Силлогизм Тувима ярок, но неверен. Он не призывал всех порядочных людей назваться евреями – он призывал евреев по крови стать евреями по убеждению, потому что нацисты проливали кровь евреев (еврейскую кровь). Илья Эренбург был честнее. Через месяц после начала войны он сказал:

Я вырос в русском городе. Мой родной язык – русский. Я – русский писатель. Сейчас я, как все русские, защищаю мою родину. Но наци мне напомнили и другое: мою мать звали Ханой. Я – еврей. Я говорю это с гордостью. Нас сильней всего ненавидит Гитлер. И это нас красит[417].

Еврейство, как и русскость (но в большей степени, по причине его меркурианского прошлого), сводилось к вопросу об отцах и детях. В “Жизни и судьбе” Гроссмана мать героя пишет сыну из гетто:

Я никогда не чувствовала себя еврейкой, с детских лет я росла среди русских подруг, я любила больше всех поэтов Пушкина, Некрасова, и пьеса, на которой я плакала вместе со всем зрительным залом, съездом русских земских врачей, была “Дядя Ваня” со Станиславским. А когда-то, Витенька, когда я была четырнадцатилетней девочкой, наша семья собралась эмигрировать в Южную Америку.
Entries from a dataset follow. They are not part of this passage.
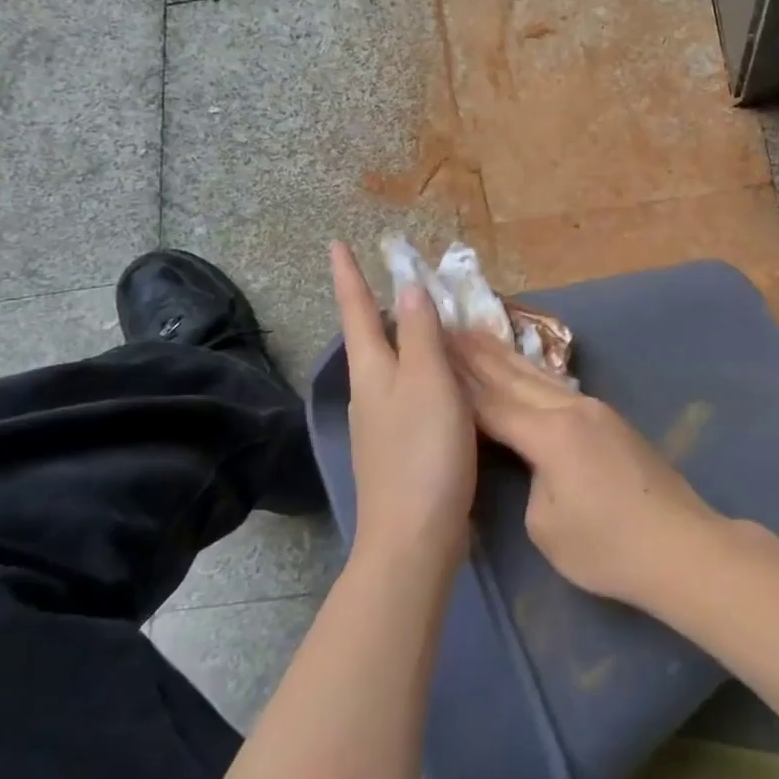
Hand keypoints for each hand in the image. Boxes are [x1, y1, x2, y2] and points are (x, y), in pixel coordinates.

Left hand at [330, 242, 476, 579]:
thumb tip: (408, 286)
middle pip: (370, 338)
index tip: (336, 243)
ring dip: (403, 338)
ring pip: (390, 365)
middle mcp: (369, 392)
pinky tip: (442, 379)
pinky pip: (408, 392)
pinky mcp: (398, 448)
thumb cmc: (424, 451)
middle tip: (396, 278)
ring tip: (426, 320)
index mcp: (373, 371)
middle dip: (377, 306)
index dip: (348, 275)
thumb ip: (422, 334)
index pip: (357, 310)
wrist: (414, 535)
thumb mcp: (430, 383)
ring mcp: (381, 423)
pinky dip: (421, 371)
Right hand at [450, 332, 722, 608]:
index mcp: (551, 433)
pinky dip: (531, 375)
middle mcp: (572, 409)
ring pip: (540, 377)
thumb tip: (531, 462)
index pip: (492, 403)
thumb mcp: (545, 526)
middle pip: (515, 377)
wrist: (682, 546)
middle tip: (446, 328)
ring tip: (477, 336)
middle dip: (477, 355)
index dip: (458, 384)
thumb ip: (527, 481)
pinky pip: (559, 388)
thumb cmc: (608, 546)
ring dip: (505, 357)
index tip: (431, 354)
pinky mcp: (611, 421)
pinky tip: (523, 369)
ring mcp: (595, 410)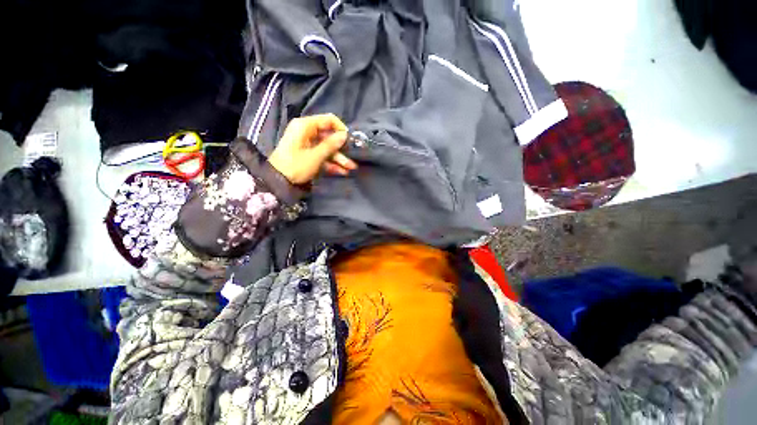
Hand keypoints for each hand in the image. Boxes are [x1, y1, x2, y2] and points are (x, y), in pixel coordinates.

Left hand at [267, 114, 357, 184]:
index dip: (340, 129)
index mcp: (305, 126)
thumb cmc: (296, 165)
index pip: (328, 120)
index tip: (349, 140)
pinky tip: (342, 172)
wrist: (278, 182)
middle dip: (342, 150)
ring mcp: (307, 144)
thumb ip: (331, 145)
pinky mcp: (308, 155)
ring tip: (351, 169)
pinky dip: (331, 163)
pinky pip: (322, 156)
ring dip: (339, 159)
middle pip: (329, 137)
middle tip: (353, 158)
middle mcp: (307, 132)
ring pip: (327, 148)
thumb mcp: (315, 156)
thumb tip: (344, 135)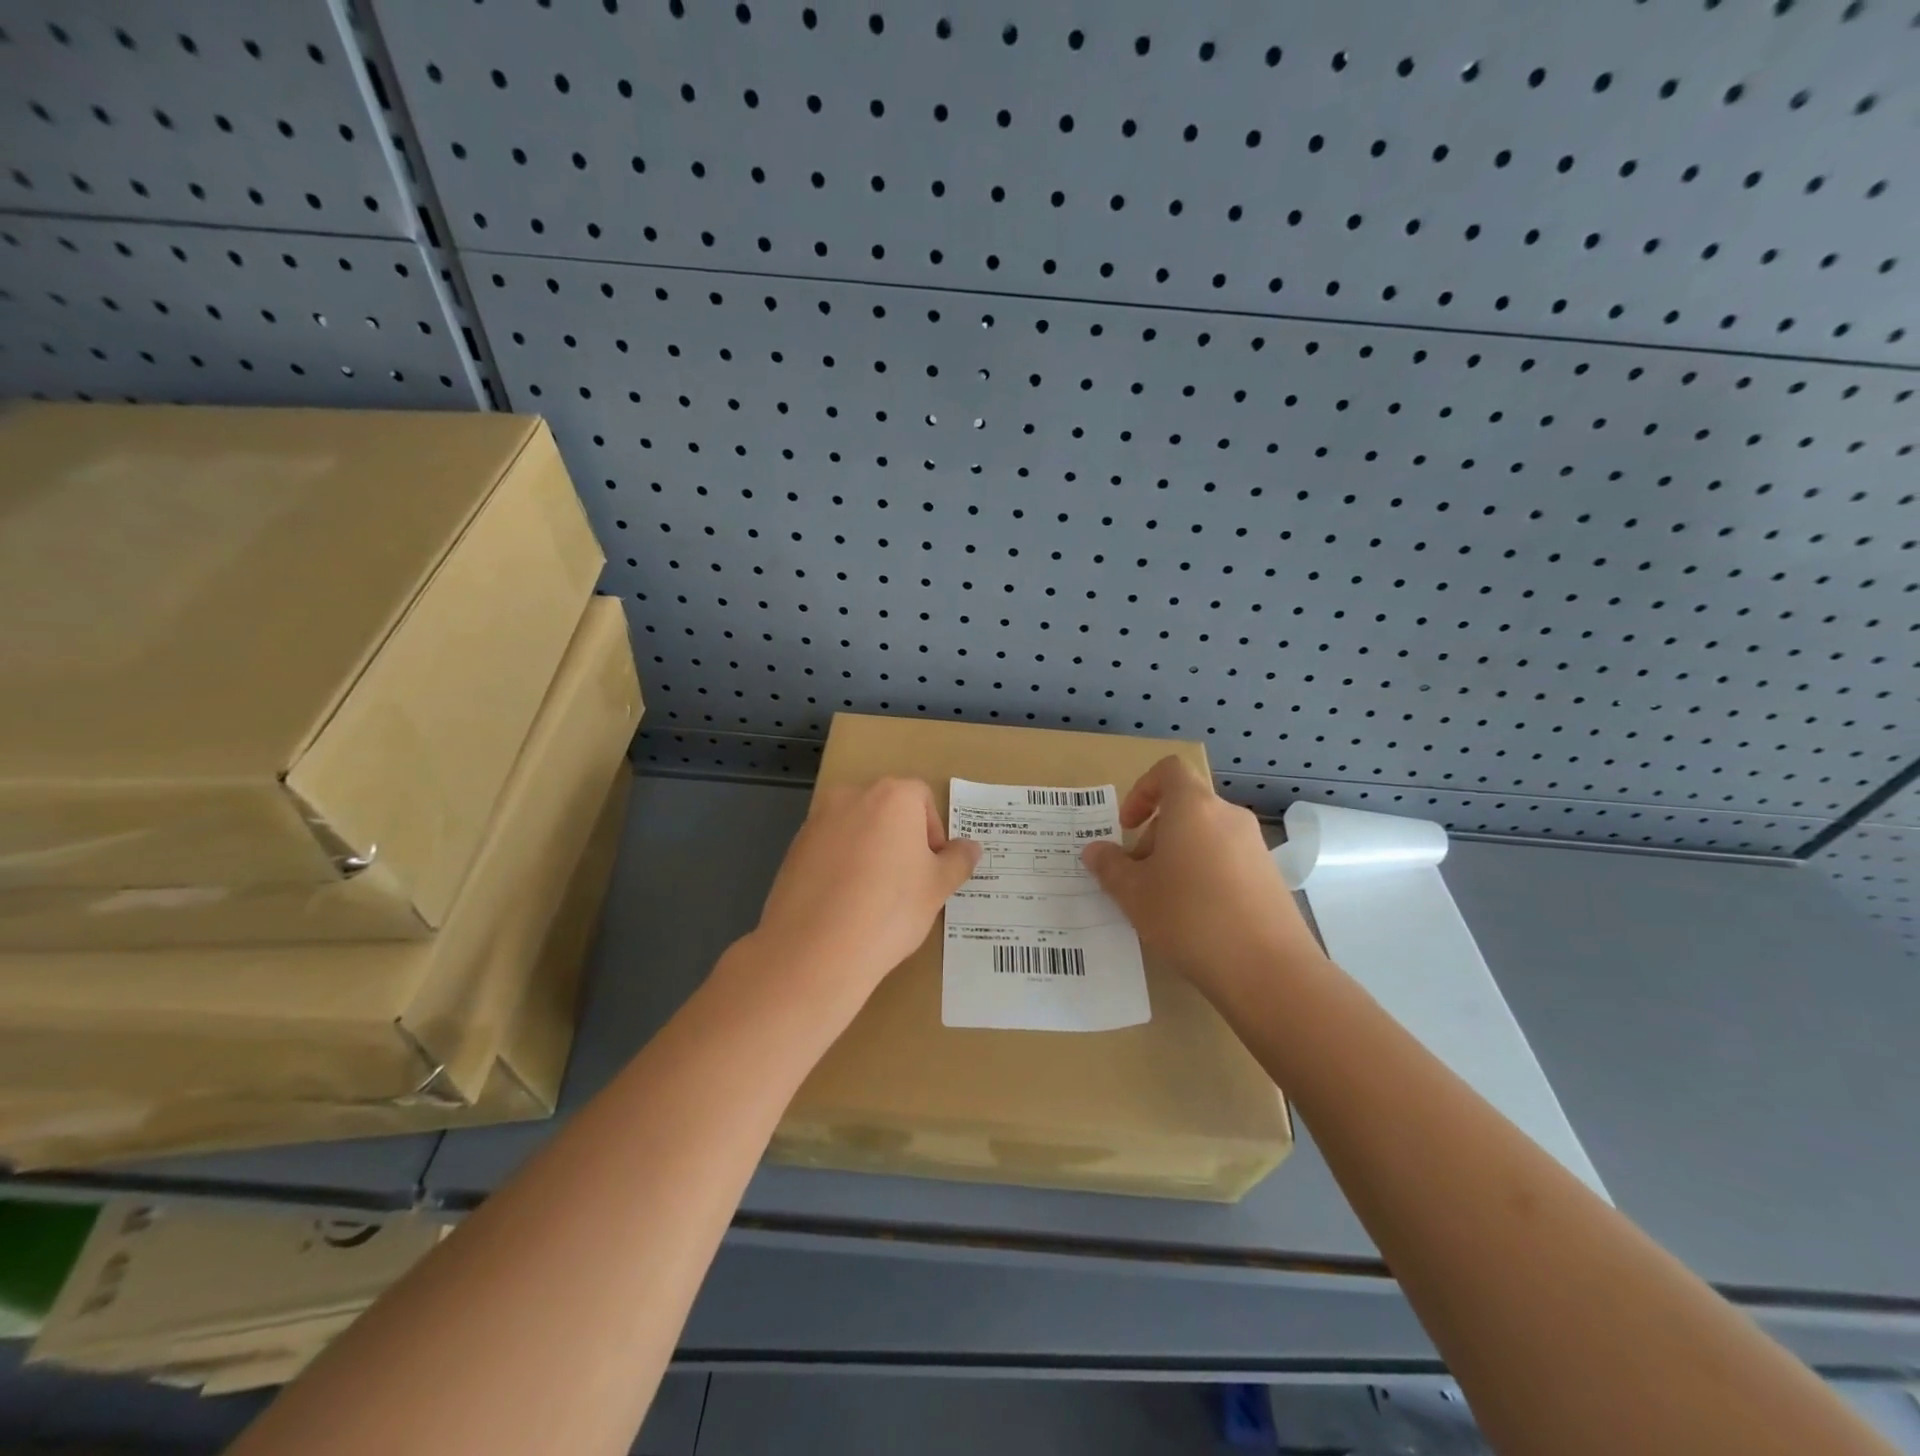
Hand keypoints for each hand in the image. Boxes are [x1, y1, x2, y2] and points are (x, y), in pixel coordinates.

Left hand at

И я сказала папе: “Не поеду никуда из России, лучше утоплюсь”. И не уехала.

А вот в эти ужасные дни мое сердце наполнилось материнской нежностью к еврейскому народу. Раньше я не знала этой любви. Она напоминает мне мою любовь к тебе, дорогой сынок[418].

Ее сын, Виктор Павлович (“Пинхусович”, но мать переделала его отчество) Штрум, становится евреем из любви к матери.

Никогда до войны Штрум не думал о том, что он еврей, что мать его еврейка. Никогда мать не говорила с ним об этом – ни в детстве, ни в годы студенчества. Никогда за время учения в Московском университете ни один студент, профессор, руководитель семинара не заговорил с ним об этом.

Никогда до войны в институте, в Академии наук не пришлось ему слышать разговоры об этом.

Никогда, ни разу не возникало в нем желания говорить об этом с Надей – объяснять ей, что мать у нее русская, а отец еврей[419].